He stood there in his stockinged feet, looking out at the yard. Through the silence he heard them get into the boat and the oars being put in the rowlocks and the muffled splash when they hit the water the first time and the rhythmic creak of iron on wood as his wife started to row with those strong arms he knew so well from countless embraces during the nights and years that lay behind him. Yet again she was on her way upriver to visit the man from Oslo who lived in the cabin there. Every time something was wrong she had to go there, every time something important was in the offing she had to go there, and now she had a trembling halfwit in the boat who was probably from the same town, and it was the middle of the day with a harsh light on the snow, and he threw a last glance over the yard and made a choice he would come to regret, and then he closed the door and went into the living room and sat down there. The twins were still playing in the kitchen, he could hear them plainly through the wall. To them everything was still the same.
11
I sit on the bench for a long time gazing out over the lake. Lyra is running about. I don’t know what is happening. Something slides off me. The nausea has gone, my thoughts are clear. I feel weightless. It is like being saved. From shipwreck, from obsession, from evil spirits. An exorcist has been here and left, taking with him all the mess. I breathe freely. There is still a future. I think of music. Most likely I will buy a CD player.
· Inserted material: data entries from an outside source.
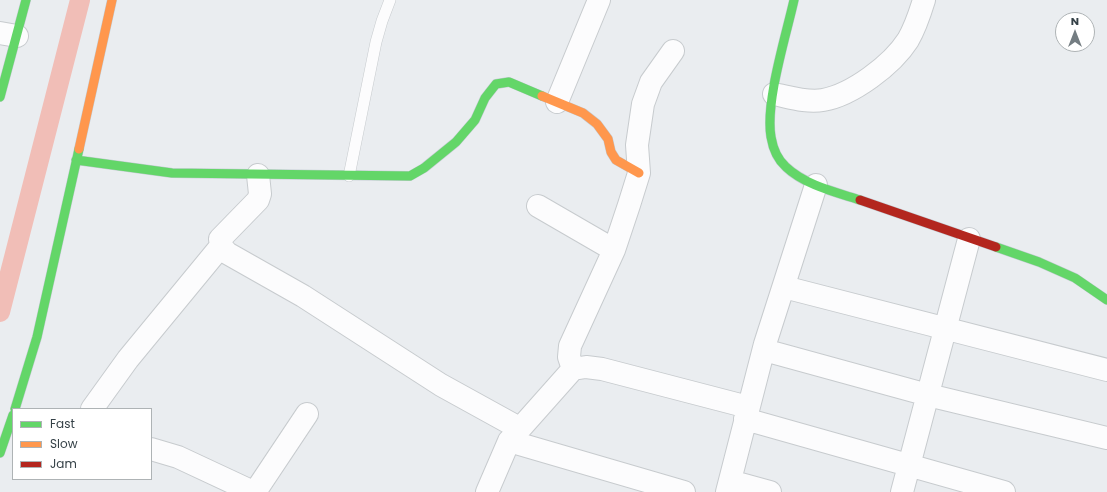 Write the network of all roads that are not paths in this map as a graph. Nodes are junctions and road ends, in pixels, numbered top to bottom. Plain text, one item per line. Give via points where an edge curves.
1 (26, 0) edge
2 (112, 0) edge
3 (390, 0) edge
4 (599, 0) edge
5 (793, 0) edge
6 (924, 0) edge
7 (8, 34) edge
8 (673, 51) dead end
9 (774, 94) junction
10 (0, 96) edge
11 (557, 102) junction
12 (76, 160) junction
13 (639, 173) junction
14 (258, 175) junction
15 (350, 176) junction
16 (816, 185) junction
17 (538, 206) dead end
18 (969, 238) junction
19 (220, 246) junction
20 (614, 250) junction
21 (784, 287) junction
22 (1107, 300) edge
23 (946, 329) junction
24 (764, 350) junction
25 (573, 369) junction
26 (1107, 370) edge
27 (928, 395) junction
28 (15, 408) edge
29 (93, 408) edge
30 (747, 413) junction
31 (307, 414) dead end
32 (12, 419) edge
33 (514, 434) junction
34 (1107, 438) edge
35 (6, 442) edge
36 (152, 448) edge
37 (910, 465) junction
38 (728, 486) edge
39 (254, 492) edge
40 (487, 492) edge
41 (684, 492) edge
42 (770, 492) edge
43 (902, 492) edge
44 (1004, 492) edge

1 - 7 street
2 - 12 street
3 - 15 lane via 376,42
4 - 11 street
5 - 9 street
6 - 9 street via 908,39 892,60 845,94 822,101
7 - 10 street
8 - 13 street via 651,82 643,104 637,146
9 - 16 street via 769,123 772,148 788,171
11 - 13 street via 583,113 597,124 608,139 616,160
11 - 15 street via 509,82 496,84 466,131 424,168 410,176
12 - 14 street via 172,173
12 - 28 street via 37,337
13 - 20 street
14 - 15 street
14 - 19 street via 258,200 225,232 220,239
16 - 18 street
16 - 21 street
17 - 20 street
18 - 22 street via 1039,262 1075,278
18 - 23 street
19 - 29 street via 128,359
19 - 33 street via 227,253 303,296
20 - 25 street via 570,346 569,357
21 - 23 street
21 - 24 street
23 - 26 street
23 - 27 street
24 - 27 street
24 - 30 street
25 - 30 street via 602,369
25 - 33 street
27 - 34 street
27 - 37 street
30 - 37 street
30 - 38 street
31 - 39 street
32 - 35 street
33 - 40 street
33 - 41 street
36 - 39 street via 178,457
37 - 43 street
37 - 44 street
38 - 42 street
I come up the slope from the bridge with Lyra at my heels and see Lars standing in my yard. He is holding a chainsaw in one hand, the other grips one of the birch branches. He rocks the tree, but as far as I can see it does not budge. Only the branch gives a little. The sun has more yellow now, with a sharper light in my face. Lars wears a peaked cap he has pulled well down over his eyes, and when he hears me coming he turns and almost has to lean his head backwards to look out from under the brim to meet my gaze. Poker and Lyra play tag around the house as well as they can with the birch blocking the yard, and then they rush together in a mock fight, growling and whining and rolling around on the grass behind the shed, having a good time.
Lars grins and shakes the branch again.
‘Shall we deal with it?’ he says.
‘Yes, please,’ I say, giving my most enthusiastic smile. And I mean it. It is a relief. It may well be that I like Lars. I have not been quite sure, but it may well turn out that way. I would not be surprised.
‘But then you’d best cut that branch,’ I say, pointing to the one that has torn the gutter down and now presses against the door of the shed. ‘Because my saw is in there.’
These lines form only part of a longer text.